A warm greeting to everyone,
we are a group of 7 Computer Engineering students (Andrea Segala, Marco Martini, Mariafiore Tognon, Leonardo Bellin, Maria Teresa Pepaj, Matteo Salvalaio, Antonino Andrea Care) at the University of Padua. We recently gave birth to an idea for a possible project on a Chess Information Retrieval system. While the idea was born almost as a game we soon became passionate about its development and the game became a real challenge. We are so happy and excited about the evolution of the project that we decided to share the details with you. We hope you enjoy it!
You probably guessed from the title that the article talks about chess, but we assure you don’t need any particular chess knowledge to understand its content. A brief knowledge of the game and how it works is more than enough. We cannot say the same about knowledge in the world of Information Retrieval. If you have no idea what an inverted index and a query are, this blog is probably not for you.

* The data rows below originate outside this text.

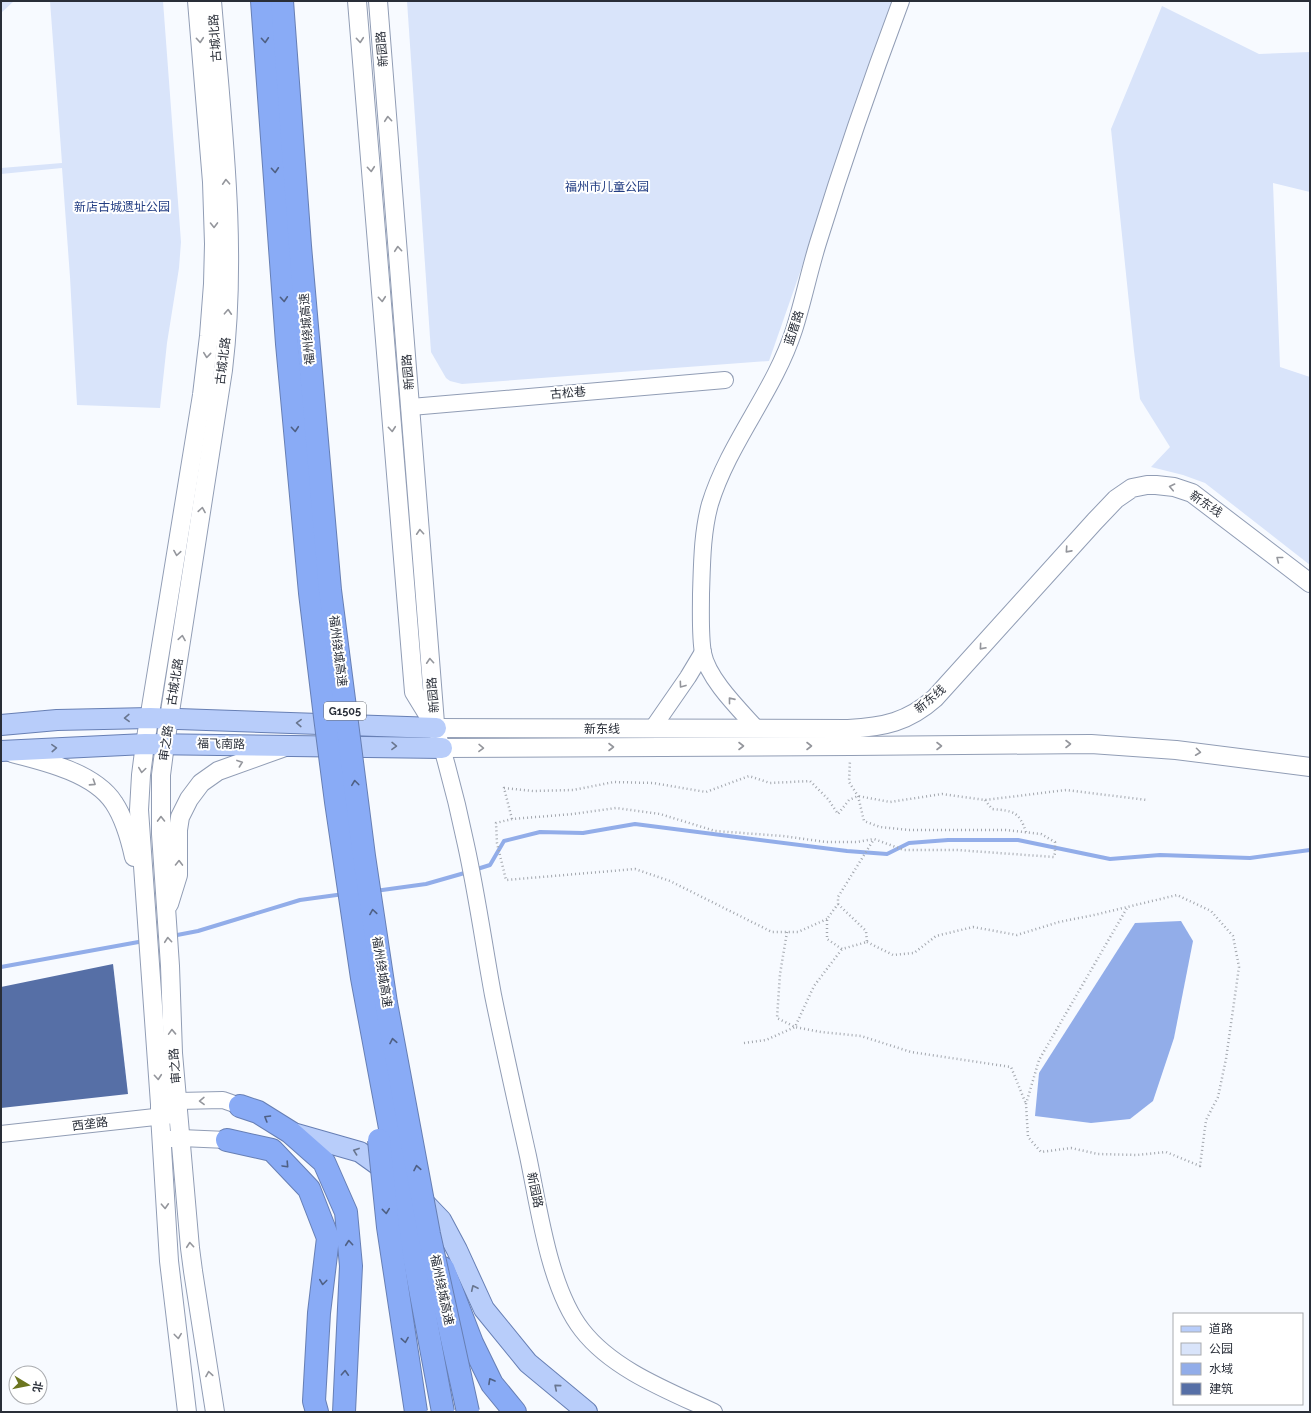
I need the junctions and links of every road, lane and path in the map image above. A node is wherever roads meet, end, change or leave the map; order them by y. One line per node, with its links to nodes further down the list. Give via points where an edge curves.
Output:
1 (197, 1): 12 (main road, 古城北路, one-way to 12, via 212,182 213,284 202,395)
2 (212, 1): 12 (main road, 古城北路, one-way to 2, via 223,370 227,326 230,259 227,188)
3 (262, 1): 38 (highway, 福州绕城高速 / G1505, one-way to 38, bridge, via 287,344 310,593 336,802)
4 (282, 1): 49 (highway, 福州绕城高速 / G1505, one-way to 4, bridge, via 386,1003 364,856 330,590)
5 (357, 1): 14 (main road, 新园路, one-way to 14, via 414,692)
6 (378, 1): 9 (main road, 新园路, one-way to 6)
7 (901, 1): 11 (street, 蓝厝路, via 818,244 789,345 731,454 710,505 702,562)
8 (725, 380): 9 (street, 古松巷)
9 (411, 407): 14 (main road, 新园路, one-way to 9)
10 (1310, 583): 15 (main road, 新东线, one-way to 15, via 1192,493 1165,486 1147,485 1132,488 1095,521 944,689 918,712 896,722 869,728)
11 (703, 652): 15 (street, 蓝厝路, one-way to 11, via 723,691 707,666); 16 (street, one-way to 16)
12 (159, 718): 13 (main road, 福飞南路, one-way to 13, via 57,720); 14 (main road, 福飞南路, one-way to 12); 17 (main road, 审之路); 18 (main road, 审之路)
13 (1, 725)
14 (436, 728): 16 (main road, 新东线); 21 (street, 新园路)
15 (757, 728): 16 (main road, 新东线)
16 (652, 729)
17 (146, 744): 18 (main road, 福飞南路); 22 (main road, 福飞南路, one-way to 17); 33 (main road, 审之路, one-way to 33, via 139,810)
18 (165, 744): 19 (main road, 福飞南路); 32 (main road, 审之路, one-way to 18, via 161,814 161,775)
19 (291, 745): 21 (main road, 福飞南路, one-way to 21); 32 (main road, one-way to 19, via 178,875 180,817 189,799 201,783 218,771)
20 (851, 746): 21 (main road, 新东线, one-way to 20); 23 (main road, 新东线, one-way to 23, via 1116,745); 24 (path, via 849,782)
21 (442, 748): 62 (street, 新园路, via 466,847 493,996 543,1229 559,1288 582,1330 606,1354 635,1374)
22 (3, 751): 33 (main road, one-way to 33, via 44,761 73,772 96,784 114,802 129,835)
23 (1310, 767)
24 (858, 796): 25 (path, via 890,802 942,794); 27 (path, via 849,800 838,814 828,799 810,781 770,783 749,776 706,792 653,783 614,782 573,790 533,791 504,788); 28 (path, via 864,821 880,828)
25 (985, 800): 26 (path, via 1066,790); 28 (path, via 992,809 1012,811 1022,821)
26 (1147, 800)
27 (512, 819): 29 (path, via 616,808 660,814 715,831 826,842); 35 (path, via 496,823 497,843 506,880 635,869 670,881 772,932)
28 (1026, 832): 29 (path, via 1041,834 1055,842 1054,857 957,850 904,850)
29 (874, 839): 30 (path, via 838,896)
30 (838, 904): 34 (path); 36 (path, via 866,931)
31 (1126, 908): 36 (path, via 1059,922 1017,935 973,927 936,936 914,953 893,955); 41 (path, via 1039,1060); 41 (path, via 1178,895 1211,911 1233,936 1239,967 1223,1074 1218,1097 1206,1120 1200,1166 1166,1152 1136,1155 1098,1154 1071,1148 1041,1152 1028,1137)
32 (166, 914): 43 (main road, 审之路, one-way to 32, via 173,1053)
33 (148, 916): 43 (main road, 审之路, one-way to 43, via 151,968)
34 (827, 919): 35 (path, via 798,932); 37 (path, via 828,940)
35 (787, 932): 39 (path, via 780,974 777,1018)
36 (867, 942): 37 (path)
37 (842, 949): 39 (path, via 814,986)
38 (362, 978): 56 (highway, one-way to 56, bridge, via 388,1226); 57 (highway, 福州绕城高速 / G1505, bridge)
39 (795, 1027): 40 (path, via 766,1040); 41 (path, via 861,1036 910,1052 1011,1067)
40 (744, 1043)
41 (1026, 1104)
42 (240, 1106): 43 (street, 西垄路, one-way to 43, via 223,1100); 44 (highway, one-way to 42, via 258,1112)
43 (169, 1109): 45 (street, 西垄路); 46 (main road, 审之路); 47 (main road, 审之路)
44 (290, 1132): 55 (highway, one-way to 44, via 351,1266 346,1212 324,1162); 61 (main road, one-way to 44, via 528,1362 484,1309 440,1220 409,1187 360,1152)
45 (1, 1134)
46 (181, 1138): 47 (street); 48 (street); 52 (main road, 审之路, one-way to 46, via 192,1272)
47 (162, 1140): 51 (main road, 审之路, one-way to 51, via 169,1261)
48 (227, 1140): 50 (highway, one-way to 50, via 272,1150 308,1189 328,1238)
49 (429, 1234): 58 (highway, 福州绕城高速 / G1505, bridge); 59 (highway, bridge); 60 (highway, one-way to 49, bridge, via 492,1384 472,1343)
50 (319, 1313): 53 (highway, via 305,1388); 54 (highway, via 314,1401)
51 (187, 1412)
52 (215, 1412)
53 (306, 1412)
54 (317, 1412)
55 (344, 1412)
56 (416, 1412)
57 (443, 1412)
58 (468, 1412)
59 (478, 1412)
60 (514, 1412)
61 (587, 1412)
62 (714, 1412)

The Context And Business Potential
Chess is one of the most popular games in the world. Millions of people play chess regularly and most of them use an online platform to play their games. Online chess is now a billionaire business, a striking example is chess.com. This online chess platform registers hundreds of thousands of new users every day. It is estimated that the company had a turnover of around 100 million in 2022 annual revenue.
The main source of income for these platforms is achieved through paid user subscriptions. Generally, each chess site guarantees the possibility of being able to play their games completely free, but additional content such as puzzles, lessons, video lessons, game analysis, and other services are provided only to subscribed members.
Chess information retrieval system
Our idea is to increase the attractiveness of these services through a Chess Information Retrieval system that provides the most relevant and effective additional content after each game.
Going more in-depth, the idea is to transform the game just played into a query. It summarizes the main characteristics of the game (opening, errors, accuracy). Finally, based on the query, the user must receive the best content in order of relevance. This way the player receives material closely related to the game he has just played!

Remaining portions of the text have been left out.